Pre-Annotation

 

Generative AI Lab offers out-of-the-box support for Named Entity Recognition, Classification, Assertion Status, and Relations preannotations. These are extremely useful for bootstrapping any annotation project as the annotation team does not need to start the labeling from scratch but can leverage the existing knowledge transfer from domain experts to models. This way, the annotation efforts are significantly reduced.

To run pre-annotation on one or several tasks, the Project Owner or the Manager must select the target tasks and click on the Pre-Annotate button from the top right side of the Tasks page. It will display a popup with information regarding the last deployment of the model server with the list of models deployed and the labels they predict.

This information is crucial, especially when multiple users are doing training and deployment in parallel. So before doing preannotations on your tasks, carefully check the list of currently deployed models and their labels.

If needed, users can deploy the models defined in the current project (based on the current Labeling Config) by clicking the Deploy button. After the deployment is complete, the preannotation can be triggered.

Since Generative AI Lab 3.0.0, multiple preannotation servers are available to preannotate the tasks of a project. The dialog box that opens when clicking the Pre-Annotate button on the Tasks page now lists available model servers in the options. Project Owners or Managers can now select the server to use. On selecting a model server, information about the configuration deployed on the server is shown on the popup so users can make an informed decision on which server to use.

In case a pre-annotation server does not exist for the current project, the dialog box also offers the option to deploy a new server with the current project’s configuration. If this option is selected and enough resources are available (infrastructure capacity and a license if required) the server is deployed, and pre-annotation can be started. If there are no free resources, users can delete one or several existing servers from Clusters page under the Settings menu.

preannotation_dialog

Concurrency is not only supported between pre-annotation servers but also between training and pre-annotation. Users can have training running on one project and pre-annotation running on another project at the same time.

Pre-annotation Approaches

Pretrained Models

On the Predefined Labels step of the Project Configuration page we can find the list of available models with their respective prediction labels.
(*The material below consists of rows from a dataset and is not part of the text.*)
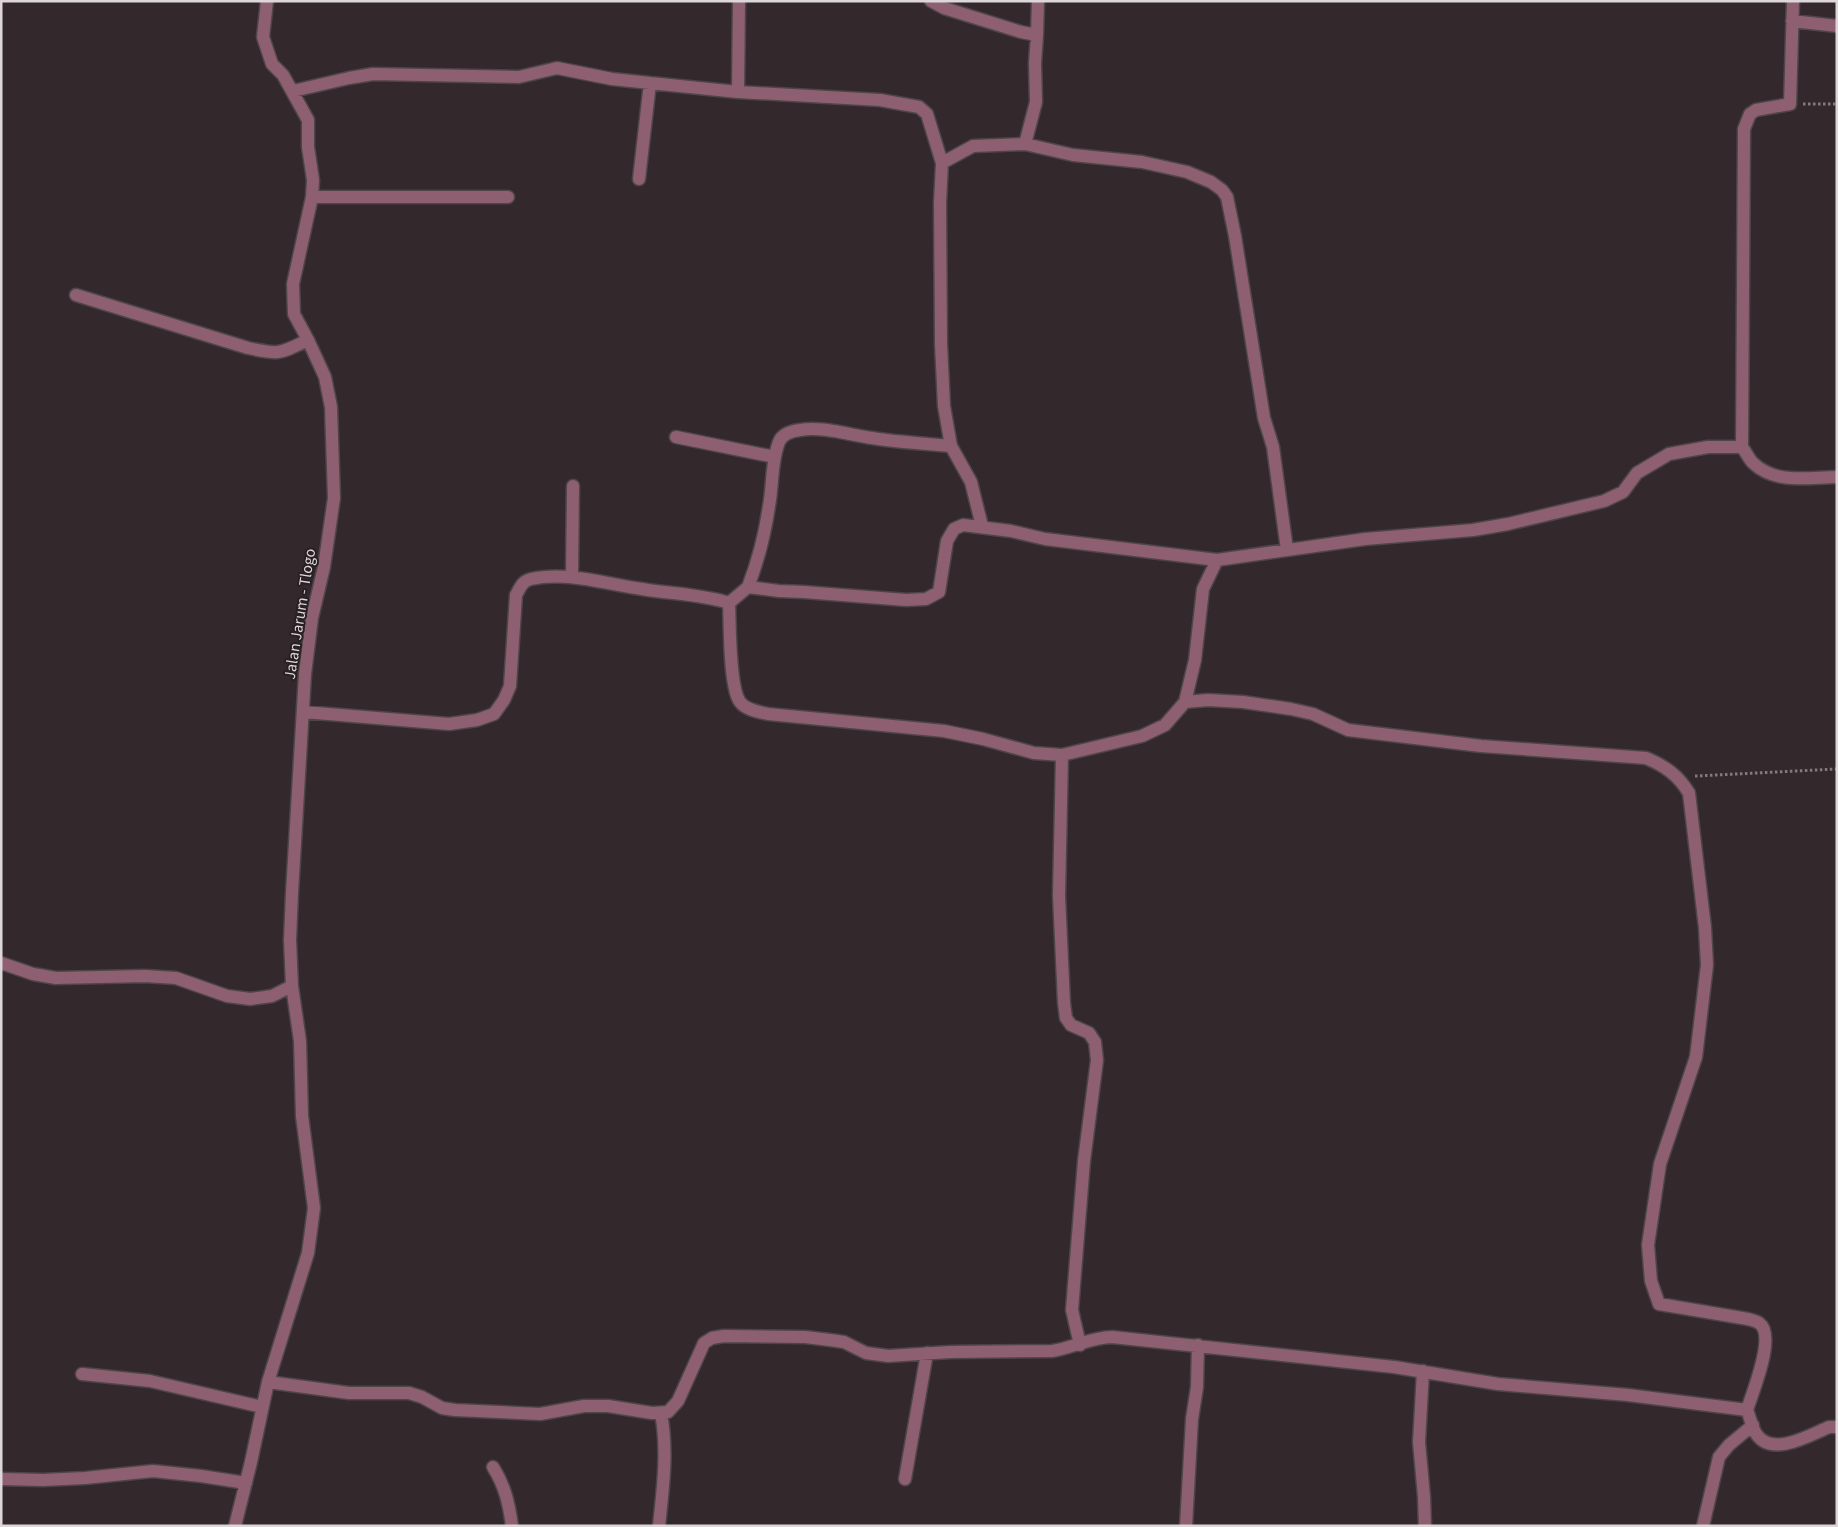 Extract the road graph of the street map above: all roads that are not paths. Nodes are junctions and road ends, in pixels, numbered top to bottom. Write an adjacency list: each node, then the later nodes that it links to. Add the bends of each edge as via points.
1 (267, 1): 10 (street, Jalan Jarum - Tlogo, via 263,37 272,64)
2 (738, 1): 11 (street)
3 (931, 1): 8 (street, via 944,8)
4 (1038, 1): 8 (street)
5 (1793, 1): 6 (street)
6 (1792, 21): 7 (street); 21 (street, via 1790,104 1756,110 1750,114 1744,129)
7 (1837, 26)
8 (1037, 35): 12 (street, via 1036,102)
9 (650, 83): 10 (street, via 556,68 519,77 372,74); 11 (street); 14 (street)
10 (293, 91): 16 (street, Jalan Jarum - Tlogo, via 308,120)
11 (738, 92): 13 (street, via 880,100 919,107 927,114)
12 (1026, 144): 13 (street, via 973,146); 26 (street, via 1073,156 1142,162 1187,172 1222,190 1227,198 1238,250)
13 (942, 163): 20 (street, via 941,344 944,406)
14 (638, 179)
15 (508, 196): 16 (street)
16 (312, 197): 18 (street, Jalan Jarum - Tlogo, via 293,284 294,314)
17 (76, 295): 18 (street, via 272,354 282,353)
18 (308, 340): 32 (street, Jalan Jarum - Tlogo, via 325,377 331,407 334,498 324,567 312,618)
19 (676, 437): 22 (street)
20 (951, 446): 22 (street, via 801,429 785,434 779,441); 25 (street, via 971,482)
21 (1742, 447): 23 (street, via 1754,464 1783,478); 26 (street, via 1708,447 1669,454 1637,473 1623,492 1604,501 1539,517 1473,530 1365,539)
22 (775, 456): 29 (street, via 765,530)
23 (1837, 477)
24 (573, 486): 28 (street)
25 (982, 526): 27 (street, via 1045,539); 29 (street, via 963,525 954,529 947,541 939,592 926,599)
26 (1288, 550): 27 (street)
27 (1217, 560): 31 (street, via 1203,589 1195,660)
28 (572, 577): 30 (street, via 715,598); 32 (street, via 530,579 522,583 516,595 510,686 494,714 449,724)
29 (748, 587): 30 (street)
30 (729, 603): 33 (street, via 733,684 740,703 752,710 944,731 1034,753)
31 (1185, 702): 33 (street, via 1165,725 1142,736); 43 (street, via 1217,700 1291,709 1313,714 1348,730 1472,745 1646,758 1666,767 1683,784 1689,794 1707,965 1696,1057 1660,1164 1648,1245 1651,1281 1659,1304 1748,1319 1763,1327 1767,1346)
32 (304, 712): 35 (street, Jalan Jarum - Tlogo, via 292,894)
33 (1062, 754): 36 (street, via 1059,896 1064,1003 1066,1018 1071,1025 1089,1033 1095,1042 1097,1060 1084,1161 1072,1310)
34 (1, 964): 35 (street, via 56,978 176,978 227,996 250,999 272,996)
35 (292, 986): 41 (street, Jalan Jarum - Tlogo, via 300,1041 302,1116 314,1208 308,1253)
36 (1080, 1345): 37 (street, via 1102,1336); 38 (street, via 1052,1352)
37 (1198, 1345): 39 (street); 54 (street)
38 (928, 1353): 44 (street, via 888,1356 866,1353 844,1342 805,1337 712,1338 704,1343 678,1402 668,1412); 49 (street)
39 (1423, 1371): 43 (street, via 1498,1384 1628,1395); 55 (street, via 1419,1442)
40 (82, 1374): 42 (street, via 150,1381)
41 (268, 1382): 42 (street, Jalan Jarum - Tlogo); 44 (street, via 349,1393 409,1393 442,1408 455,1410 540,1414 584,1406 608,1406)
42 (262, 1407): 50 (street, Jalan Jarum - Tlogo)
43 (1747, 1410): 45 (street)
44 (661, 1413): 53 (street, via 665,1448)
45 (1753, 1425): 46 (street, via 1757,1436 1770,1444 1786,1444 1829,1427); 56 (street, via 1719,1457)
46 (1837, 1427)
47 (494, 1467): 52 (street, via 507,1493)
48 (1, 1478): 50 (street, via 42,1480 153,1471)
49 (906, 1479)
50 (246, 1483): 51 (street, Jalan Jarum - Tlogo)
51 (235, 1526)
52 (512, 1526)
53 (659, 1526)
54 (1186, 1526)
55 (1425, 1526)
56 (1703, 1526)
By selecting the relevant labels for your project and clicking the Add Label button you can add the predefined labels to your project configuration and take advantage of the Spark NLP auto labeling capabilities.

In the example below, we are reusing the ner_posology model that comes with 7 labels related to drugs.


In the same manner classification, assertion status or relation models can be added to the project configuration and used for pre-annotation purpose.

Starting from version 4.3.0, Finance and Legal models downloaded from the Models Hub can be used for pre-annotation of NER, assertion status and classification projects. Visual NER models can now be downloaded from the NLP Models Hub, and used for pre-annotating image-based documents. Once you download the models from the Models Hub page, you can see the model’s label in the Predefined Label tab on the project configuration page.


Text Pre-annotation

Pre-annotation is available for projects with text contents as the tasks. When you setup a project to use existing Spark NLP models for pre-annotation, you can run the designated models on all of your tasks by pressing the Pre-Annotate button on the top-right corner of the Tasks page.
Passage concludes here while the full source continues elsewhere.